Work to be completed:
If a line in the records contains the string "Conte", show that line.

Extracted data entries

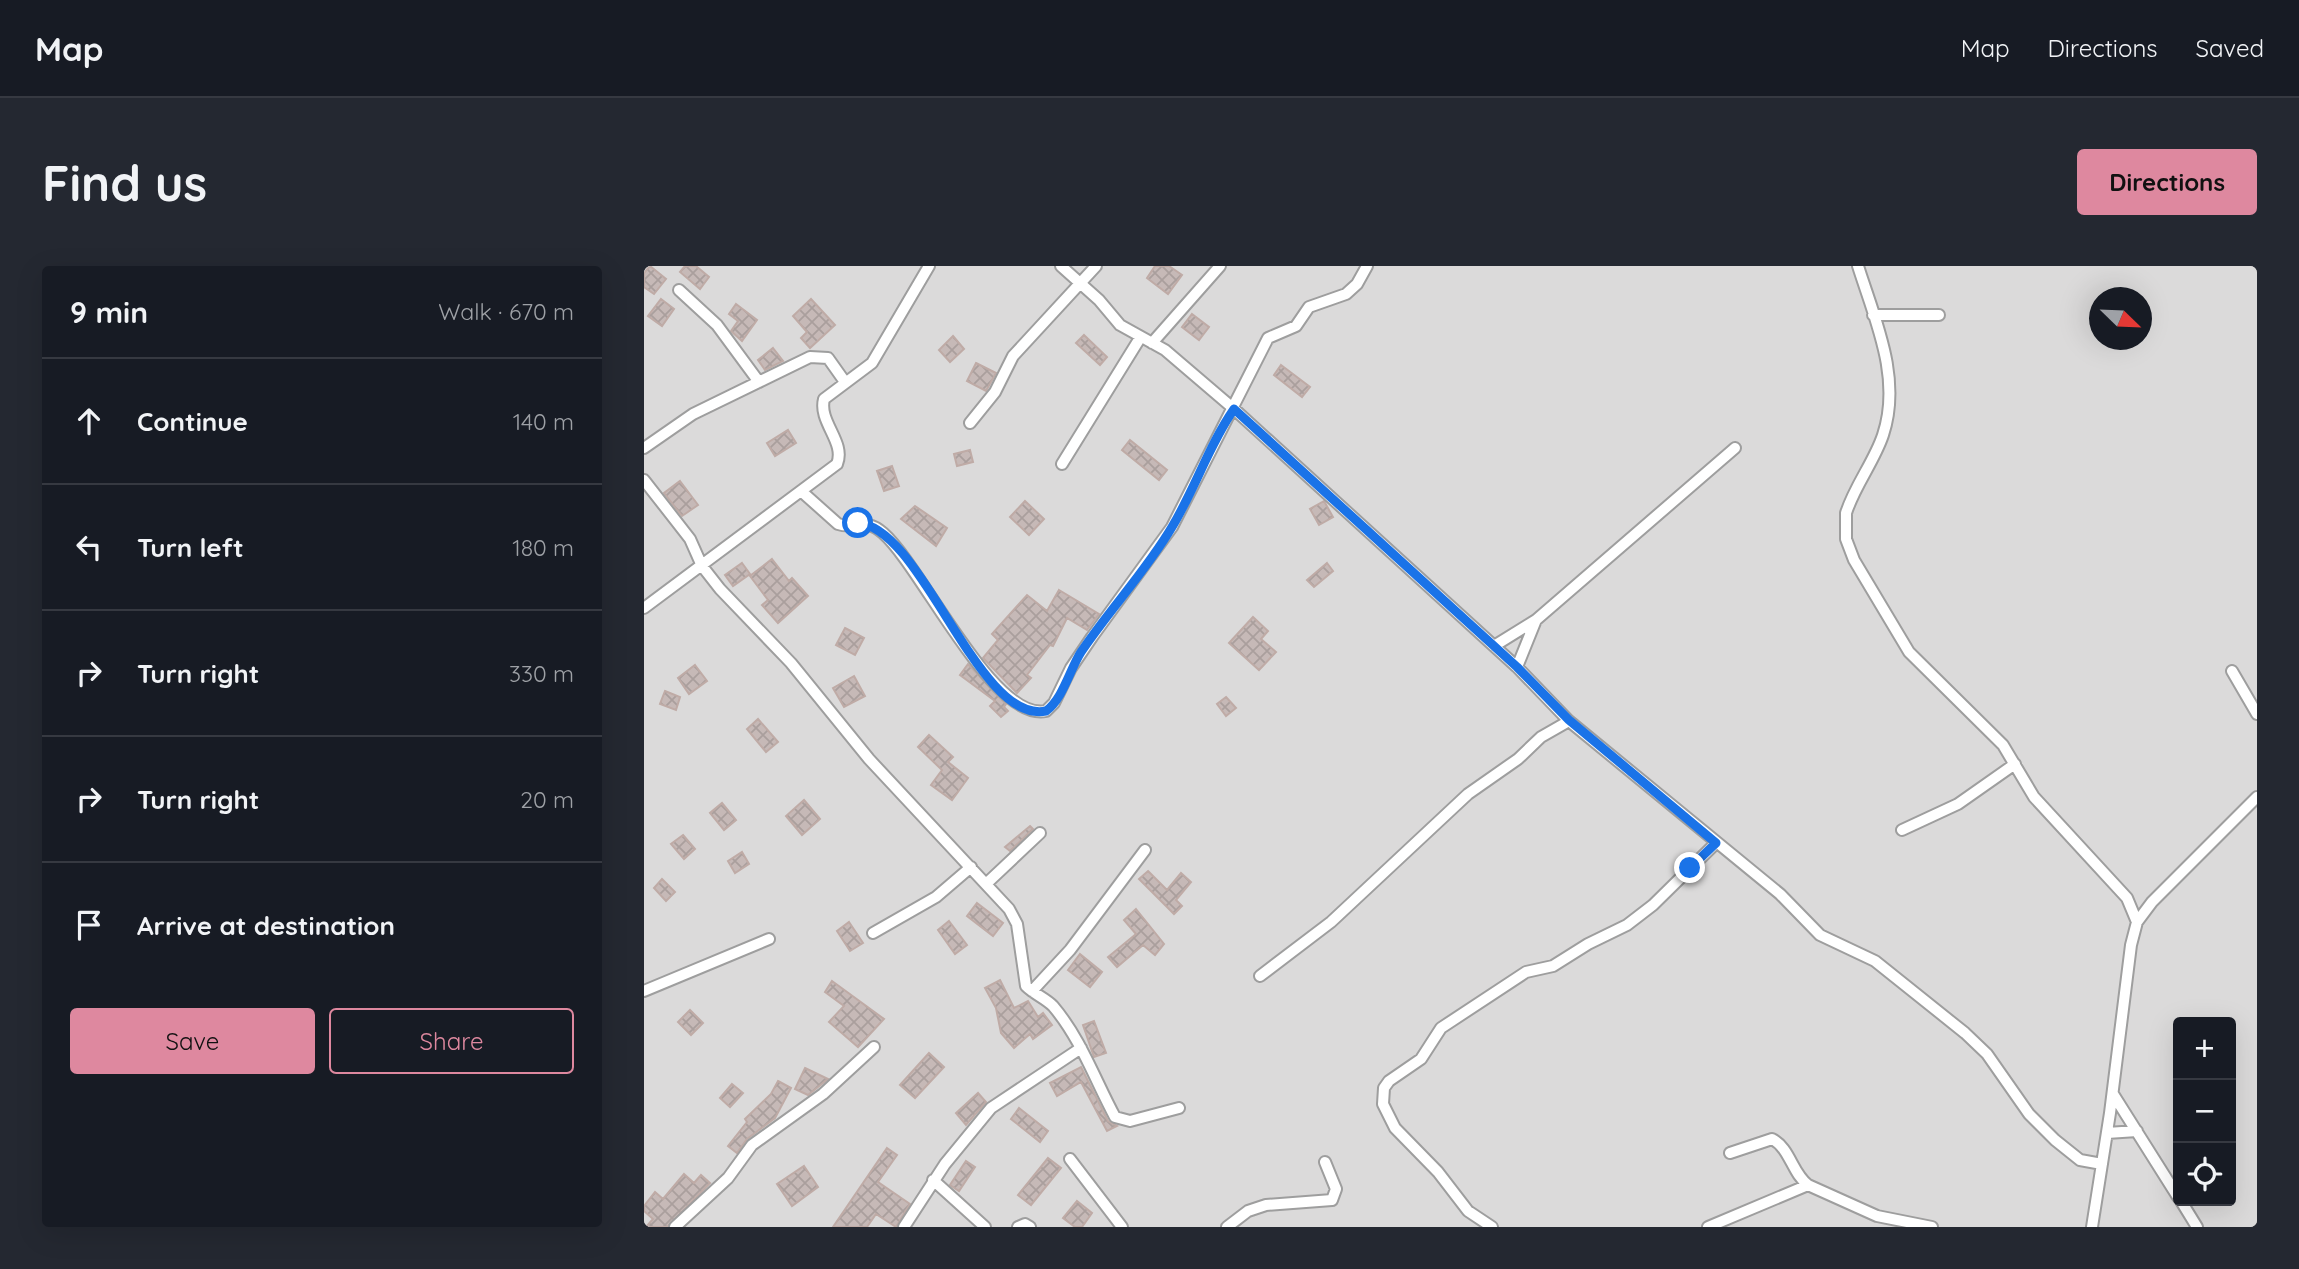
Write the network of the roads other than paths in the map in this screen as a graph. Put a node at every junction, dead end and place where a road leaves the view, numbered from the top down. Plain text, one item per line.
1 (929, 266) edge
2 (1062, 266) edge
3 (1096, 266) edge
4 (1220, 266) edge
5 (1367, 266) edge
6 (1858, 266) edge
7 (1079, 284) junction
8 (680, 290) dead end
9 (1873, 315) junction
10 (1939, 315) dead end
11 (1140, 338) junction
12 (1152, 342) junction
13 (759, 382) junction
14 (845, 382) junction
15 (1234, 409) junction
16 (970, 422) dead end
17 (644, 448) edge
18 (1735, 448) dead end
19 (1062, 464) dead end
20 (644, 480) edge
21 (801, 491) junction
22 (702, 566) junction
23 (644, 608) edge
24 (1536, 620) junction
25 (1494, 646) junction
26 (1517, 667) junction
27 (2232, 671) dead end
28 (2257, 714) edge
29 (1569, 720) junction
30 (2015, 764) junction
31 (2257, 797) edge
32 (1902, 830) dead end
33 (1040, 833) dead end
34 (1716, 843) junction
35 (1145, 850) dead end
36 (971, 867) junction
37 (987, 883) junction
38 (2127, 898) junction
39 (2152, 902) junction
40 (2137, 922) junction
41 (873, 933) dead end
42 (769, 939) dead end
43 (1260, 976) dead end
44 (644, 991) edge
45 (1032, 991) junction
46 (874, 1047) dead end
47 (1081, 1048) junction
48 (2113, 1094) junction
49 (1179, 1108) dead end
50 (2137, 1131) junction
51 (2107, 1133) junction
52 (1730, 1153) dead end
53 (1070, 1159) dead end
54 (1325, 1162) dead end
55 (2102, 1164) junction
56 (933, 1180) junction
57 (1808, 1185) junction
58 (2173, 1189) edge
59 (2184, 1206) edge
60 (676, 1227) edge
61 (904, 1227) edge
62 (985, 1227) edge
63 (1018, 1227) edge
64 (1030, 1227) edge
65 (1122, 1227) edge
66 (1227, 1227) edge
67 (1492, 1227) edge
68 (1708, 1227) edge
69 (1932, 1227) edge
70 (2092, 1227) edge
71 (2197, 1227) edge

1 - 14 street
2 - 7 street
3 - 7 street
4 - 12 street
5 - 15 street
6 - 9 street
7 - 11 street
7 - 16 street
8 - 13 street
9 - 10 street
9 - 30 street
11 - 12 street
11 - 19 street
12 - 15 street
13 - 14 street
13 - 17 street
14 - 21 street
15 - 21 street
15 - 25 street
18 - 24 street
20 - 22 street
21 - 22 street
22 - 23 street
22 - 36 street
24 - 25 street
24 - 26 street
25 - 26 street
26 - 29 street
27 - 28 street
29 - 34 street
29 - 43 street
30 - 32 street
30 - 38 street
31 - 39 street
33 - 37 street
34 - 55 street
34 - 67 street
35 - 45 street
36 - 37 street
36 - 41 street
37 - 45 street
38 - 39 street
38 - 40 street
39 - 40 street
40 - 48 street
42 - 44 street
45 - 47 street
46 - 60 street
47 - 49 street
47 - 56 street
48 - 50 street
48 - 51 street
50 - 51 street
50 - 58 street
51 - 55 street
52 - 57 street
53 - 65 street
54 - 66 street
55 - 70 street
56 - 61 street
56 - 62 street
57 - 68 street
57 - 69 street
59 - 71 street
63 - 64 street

...

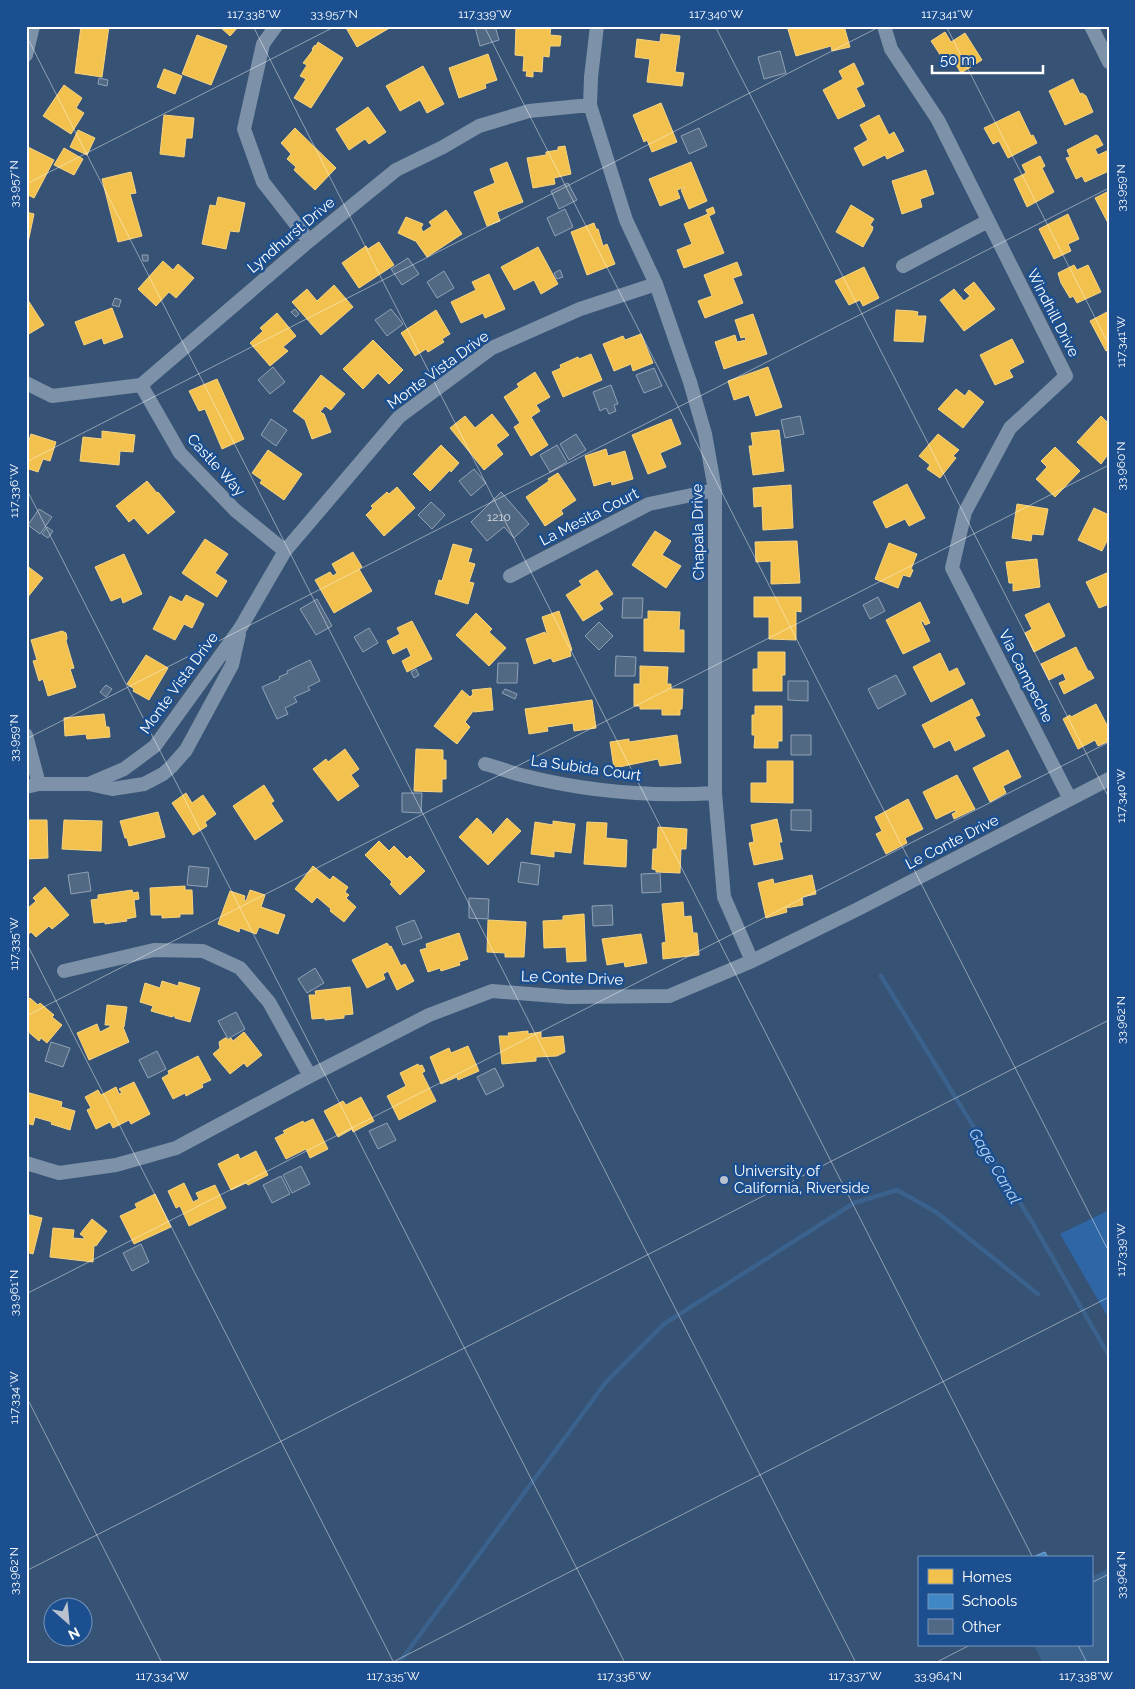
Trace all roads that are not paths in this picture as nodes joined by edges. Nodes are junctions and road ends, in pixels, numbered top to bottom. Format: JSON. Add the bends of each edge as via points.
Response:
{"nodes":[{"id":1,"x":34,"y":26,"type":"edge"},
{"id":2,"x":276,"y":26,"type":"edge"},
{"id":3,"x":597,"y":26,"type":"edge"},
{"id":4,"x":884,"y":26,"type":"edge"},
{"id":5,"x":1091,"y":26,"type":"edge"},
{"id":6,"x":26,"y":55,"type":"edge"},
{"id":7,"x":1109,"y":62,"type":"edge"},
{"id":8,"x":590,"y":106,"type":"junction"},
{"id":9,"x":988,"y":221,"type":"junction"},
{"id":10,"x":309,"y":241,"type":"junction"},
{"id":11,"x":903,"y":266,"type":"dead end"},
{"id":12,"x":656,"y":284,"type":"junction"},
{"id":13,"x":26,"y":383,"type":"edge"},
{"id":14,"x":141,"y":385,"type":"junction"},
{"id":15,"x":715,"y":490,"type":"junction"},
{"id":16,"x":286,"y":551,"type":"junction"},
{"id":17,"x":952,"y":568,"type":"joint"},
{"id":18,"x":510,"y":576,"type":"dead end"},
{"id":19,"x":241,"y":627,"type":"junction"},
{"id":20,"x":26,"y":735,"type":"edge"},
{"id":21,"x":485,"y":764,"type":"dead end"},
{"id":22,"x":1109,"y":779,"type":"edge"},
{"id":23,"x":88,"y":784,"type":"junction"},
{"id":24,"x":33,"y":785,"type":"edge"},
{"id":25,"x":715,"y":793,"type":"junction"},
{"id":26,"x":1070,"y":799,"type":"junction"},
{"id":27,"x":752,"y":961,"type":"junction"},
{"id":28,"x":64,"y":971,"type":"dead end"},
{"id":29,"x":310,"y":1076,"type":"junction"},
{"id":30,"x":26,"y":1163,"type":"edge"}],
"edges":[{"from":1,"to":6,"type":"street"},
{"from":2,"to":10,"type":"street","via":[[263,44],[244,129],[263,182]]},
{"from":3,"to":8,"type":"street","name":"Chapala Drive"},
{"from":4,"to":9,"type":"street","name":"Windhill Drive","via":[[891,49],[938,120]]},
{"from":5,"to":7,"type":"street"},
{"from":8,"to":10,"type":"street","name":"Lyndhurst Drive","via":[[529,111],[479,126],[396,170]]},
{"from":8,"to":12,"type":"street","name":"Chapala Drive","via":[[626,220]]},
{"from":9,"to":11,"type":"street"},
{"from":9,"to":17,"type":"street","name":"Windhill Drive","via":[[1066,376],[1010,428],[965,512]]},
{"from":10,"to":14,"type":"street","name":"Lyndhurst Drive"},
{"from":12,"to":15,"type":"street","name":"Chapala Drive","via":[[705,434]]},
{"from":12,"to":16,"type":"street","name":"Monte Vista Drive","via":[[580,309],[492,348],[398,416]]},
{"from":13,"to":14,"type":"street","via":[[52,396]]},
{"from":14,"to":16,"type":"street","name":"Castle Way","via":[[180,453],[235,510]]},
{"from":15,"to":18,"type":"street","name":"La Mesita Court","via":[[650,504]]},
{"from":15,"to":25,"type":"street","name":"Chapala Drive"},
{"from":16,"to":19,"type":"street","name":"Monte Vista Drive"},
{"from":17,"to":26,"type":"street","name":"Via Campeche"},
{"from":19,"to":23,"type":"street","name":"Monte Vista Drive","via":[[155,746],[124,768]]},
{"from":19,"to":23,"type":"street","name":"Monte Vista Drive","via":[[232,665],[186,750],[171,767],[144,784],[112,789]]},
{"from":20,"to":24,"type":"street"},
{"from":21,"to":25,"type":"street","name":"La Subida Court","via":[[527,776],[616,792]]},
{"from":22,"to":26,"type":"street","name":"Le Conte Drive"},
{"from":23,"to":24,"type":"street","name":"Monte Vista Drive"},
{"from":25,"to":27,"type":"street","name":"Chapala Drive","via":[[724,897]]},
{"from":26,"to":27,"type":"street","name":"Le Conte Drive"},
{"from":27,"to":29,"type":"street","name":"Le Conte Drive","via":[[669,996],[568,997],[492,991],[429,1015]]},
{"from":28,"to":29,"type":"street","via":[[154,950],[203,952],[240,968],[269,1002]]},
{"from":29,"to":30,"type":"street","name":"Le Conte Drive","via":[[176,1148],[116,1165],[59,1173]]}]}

Answer section:
{"from":22,"to":26,"type":"street","name":"Le Conte Drive"},
{"from":26,"to":27,"type":"street","name":"Le Conte Drive"},
{"from":27,"to":29,"type":"street","name":"Le Conte Drive","via":[[669,996],[568,997],[492,991],[429,1015]]},
{"from":29,"to":30,"type":"street","name":"Le Conte Drive","via":[[176,1148],[116,1165],[59,1173]]}]}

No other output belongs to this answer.